=== Begin Enclosure ===

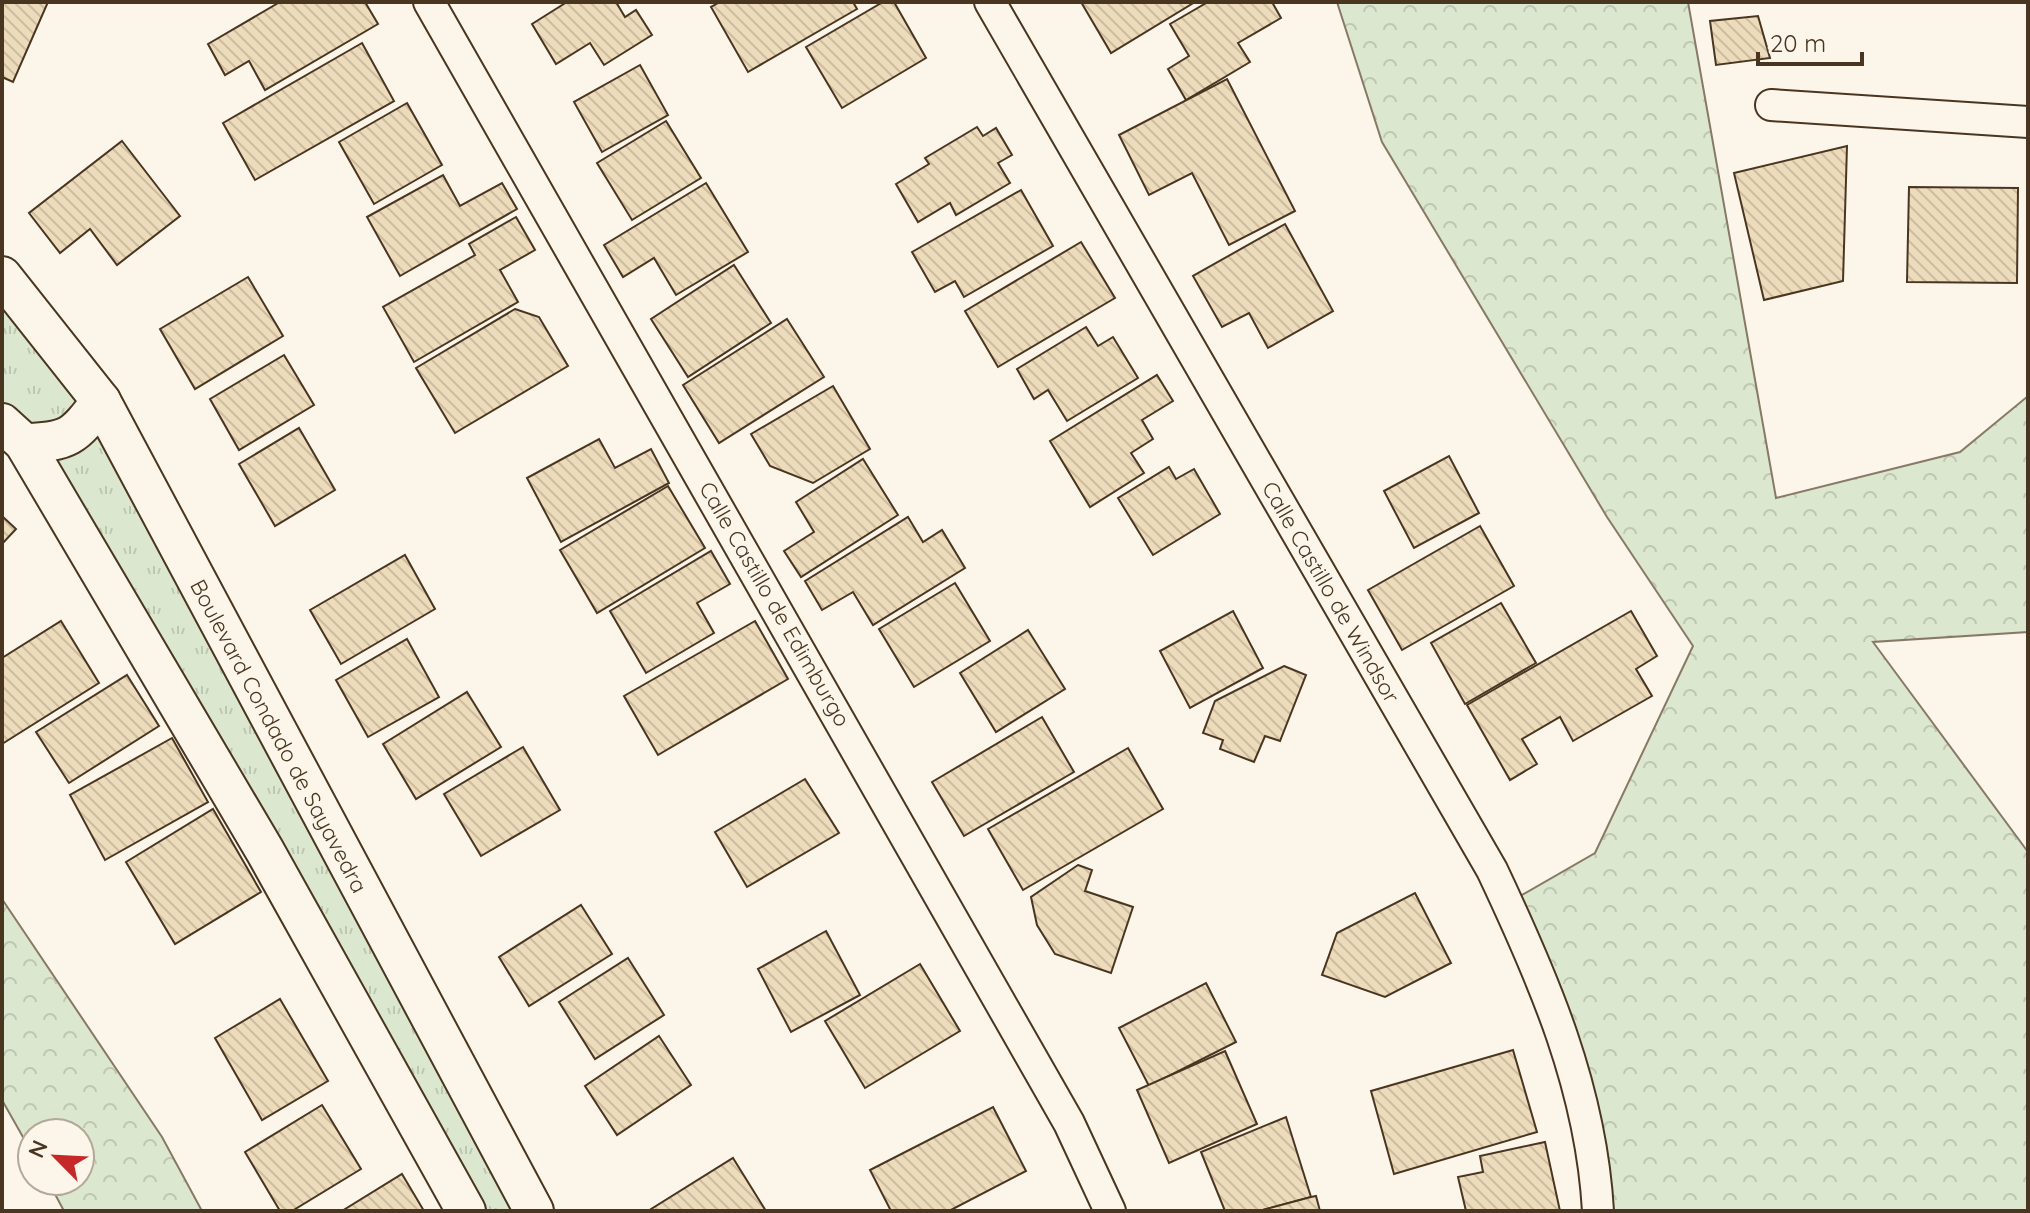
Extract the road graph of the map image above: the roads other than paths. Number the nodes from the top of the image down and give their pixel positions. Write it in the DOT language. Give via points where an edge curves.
graph roads {
  1 [pos="429,2"];
  2 [pos="990,2"];
  3 [pos="1771,105"];
  4 [pos="2028,122"];
  5 [pos="2,276"];
  6 [pos="101,401"];
  7 [pos="13,433"];
  8 [pos="466,1211"];
  9 [pos="534,1211"];
  10 [pos="1110,1211"];
  11 [pos="1598,1211"];
  1 -- 10 [label="street, Calle Castillo de Edimburgo" via="1069,1123"];
  2 -- 11 [label="street, Calle Castillo de Windsor" via="1492,870 1540,973 1572,1059 1595,1156"];
  3 -- 4 [label="street"];
  5 -- 6 [label="street, Boulevard Condado de Sayavedra"];
  6 -- 7 [label="street" via="82,427 58,442"];
  6 -- 9 [label="street, Boulevard Condado de Sayavedra"];
  7 -- 8 [label="street" via="265,851"];
}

=== End Enclosure ===

Work request
Retype the records above exactly, leaving every picture out of your copy.

Output for this exercise
Extract the road graph of the map image above: the roads other than paths. Number the nodes from the top of the image down and give their pixel positions. Write it in the DOT language. Give via points where an edge curves.
graph roads {
  1 [pos="429,2"];
  2 [pos="990,2"];
  3 [pos="1771,105"];
  4 [pos="2028,122"];
  5 [pos="2,276"];
  6 [pos="101,401"];
  7 [pos="13,433"];
  8 [pos="466,1211"];
  9 [pos="534,1211"];
  10 [pos="1110,1211"];
  11 [pos="1598,1211"];
  1 -- 10 [label="street, Calle Castillo de Edimburgo" via="1069,1123"];
  2 -- 11 [label="street, Calle Castillo de Windsor" via="1492,870 1540,973 1572,1059 1595,1156"];
  3 -- 4 [label="street"];
  5 -- 6 [label="street, Boulevard Condado de Sayavedra"];
  6 -- 7 [label="street" via="82,427 58,442"];
  6 -- 9 [label="street, Boulevard Condado de Sayavedra"];
  7 -- 8 [label="street" via="265,851"];
}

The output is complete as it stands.